La meglio gioventù
La meglio gioventù, diretto da Marco Tullio Giordana e uscito nel 2003, è un film drammatico e storico della durata complessiva di circa sei ore, diviso in due parti. Racconta la storia di una famiglia italiana attraversando quarant’anni di storia nazionale, dagli anni Sessanta ai primi anni Duemila.

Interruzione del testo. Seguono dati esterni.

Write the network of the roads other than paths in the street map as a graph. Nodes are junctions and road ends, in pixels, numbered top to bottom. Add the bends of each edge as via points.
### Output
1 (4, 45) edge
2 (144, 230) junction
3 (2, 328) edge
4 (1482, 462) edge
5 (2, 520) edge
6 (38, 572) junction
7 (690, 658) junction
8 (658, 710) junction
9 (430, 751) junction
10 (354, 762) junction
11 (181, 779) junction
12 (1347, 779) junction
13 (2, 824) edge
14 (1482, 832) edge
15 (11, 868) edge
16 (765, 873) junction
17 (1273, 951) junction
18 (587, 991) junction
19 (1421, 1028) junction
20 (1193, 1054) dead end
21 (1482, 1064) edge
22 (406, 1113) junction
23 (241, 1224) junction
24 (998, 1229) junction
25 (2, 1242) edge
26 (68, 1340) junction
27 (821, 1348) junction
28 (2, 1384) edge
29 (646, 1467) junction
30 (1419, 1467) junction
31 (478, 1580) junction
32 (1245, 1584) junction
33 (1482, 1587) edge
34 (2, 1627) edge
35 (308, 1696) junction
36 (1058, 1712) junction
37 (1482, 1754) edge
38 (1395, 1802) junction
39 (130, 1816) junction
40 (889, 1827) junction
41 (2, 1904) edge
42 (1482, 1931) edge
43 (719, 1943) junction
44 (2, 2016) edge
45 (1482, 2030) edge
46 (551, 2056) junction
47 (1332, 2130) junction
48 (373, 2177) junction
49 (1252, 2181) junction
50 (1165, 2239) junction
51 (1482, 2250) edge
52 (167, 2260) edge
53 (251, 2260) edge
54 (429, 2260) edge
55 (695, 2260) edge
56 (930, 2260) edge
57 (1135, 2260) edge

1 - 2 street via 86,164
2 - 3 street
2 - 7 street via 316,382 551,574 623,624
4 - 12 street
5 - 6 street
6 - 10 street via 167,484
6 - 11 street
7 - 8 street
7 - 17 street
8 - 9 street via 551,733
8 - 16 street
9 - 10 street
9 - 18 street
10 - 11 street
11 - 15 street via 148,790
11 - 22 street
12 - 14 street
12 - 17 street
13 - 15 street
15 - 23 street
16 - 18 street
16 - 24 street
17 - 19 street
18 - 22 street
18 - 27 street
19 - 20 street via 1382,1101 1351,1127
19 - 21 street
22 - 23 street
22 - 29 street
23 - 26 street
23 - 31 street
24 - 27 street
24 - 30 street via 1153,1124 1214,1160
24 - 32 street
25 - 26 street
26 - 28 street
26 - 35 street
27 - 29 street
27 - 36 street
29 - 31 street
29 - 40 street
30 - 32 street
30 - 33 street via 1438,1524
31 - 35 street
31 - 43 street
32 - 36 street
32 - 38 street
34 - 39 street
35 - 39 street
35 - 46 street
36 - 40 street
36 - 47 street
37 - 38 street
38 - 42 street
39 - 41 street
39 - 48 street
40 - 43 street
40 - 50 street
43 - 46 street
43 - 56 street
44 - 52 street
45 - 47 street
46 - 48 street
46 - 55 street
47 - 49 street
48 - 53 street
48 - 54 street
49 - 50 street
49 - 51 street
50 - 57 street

La vicenda ruota attorno ai fratelli Nicola e Matteo Carati, profondamente diversi per carattere e scelte di vita. Nicola è empatico e idealista e decide di diventare psichiatra, mentre Matteo è introverso e inquieto e intraprende la carriera in polizia. Attraverso le loro esperienze personali e quelle dei personaggi che li circondano, il film ripercorre eventi storici fondamentali come il Sessantotto, gli anni di piombo, la riforma psichiatrica, la lotta alla mafia e l’arrivo di una nuova generazione.
Personaggi e valore simbolico
Nicola Carati rappresenta l’impegno civile e la fiducia nel cambiamento sociale; incarna una visione umanistica della società, basata sull’empatia e sulla responsabilità morale. Matteo Carati, al contrario, simboleggia il disagio esistenziale e l’incapacità di trovare un posto nel mondo, diventando emblema del fallimento di una generazione che non riesce a conciliare ideali e realtà. I personaggi femminili, come Giorgia, Giulia e Mirella, riflettono invece le trasformazioni del ruolo della donna, incarnando scelte di libertà, autonomia e autodeterminazione.
Gioventù e disillusione
Uno dei temi centrali del film è la perdita delle illusioni. L’entusiasmo e la speranza del Sessantotto lasciano progressivamente spazio alla crisi degli ideali e alla disillusione. Il titolo La meglio gioventù ha un valore ironico: indica una generazione che sogna di cambiare il mondo ma che spesso si scontra con il fallimento e con i limiti della realtà.
La famiglia come microcosmo storico
La famiglia Carati diventa una metafora dell’Italia repubblicana. Attraverso i suoi conflitti interni e le sue fratture ideologiche, il film mostra continuità e cambiamenti tra le generazioni, riflettendo le trasformazioni sociali, politiche e culturali del Paese.
Follia e normalità
Il tema della malattia mentale occupa un ruolo centrale, con una dura denuncia delle condizioni disumane dei manicomi. Il film fa riferimento diretto alla legge Basaglia del 1978, che segna una svolta nella cura psichiatrica. Nicola rappresenta un nuovo modo di intendere la terapia, fondato su empatia, dignità e inclusione, in opposizione a un sistema repressivo e disumanizzante.
Impegno civile e responsabilità morale
Il film riflette sul ruolo degli intellettuali e dei cittadini, mettendo in scena la scelta tra partecipazione e fuga. Mostra la difficoltà di restare fedeli ai propri ideali nel tempo e invita a interrogarsi sul significato dell’impegno civile e della responsabilità morale.
La meglio gioventù non è un’opera nostalgica, ma critica e allo stesso tempo affettuosa. Riconosce errori, sconfitte e fallimenti, ma salva il valore della memoria e dell’impegno civile. Il futuro viene affidato alle nuove generazioni, chiamate a imparare dal passato.
Il film può essere letto anche in chiave educativa, ponendo al centro la responsabilità civile, la relazione umana e la critica alle istituzioni chiuse ed escludenti. In questo senso è facilmente collegabile al pensiero di Don Milani, per l’attenzione agli ultimi, il valore della parola e della coscienza e l’idea dell’educazione come strumento di giustizia sociale. La meglio gioventù è quindi un’opera fondamentale per comprendere la crescita individuale e collettiva e l’identità dell’Italia contemporanea.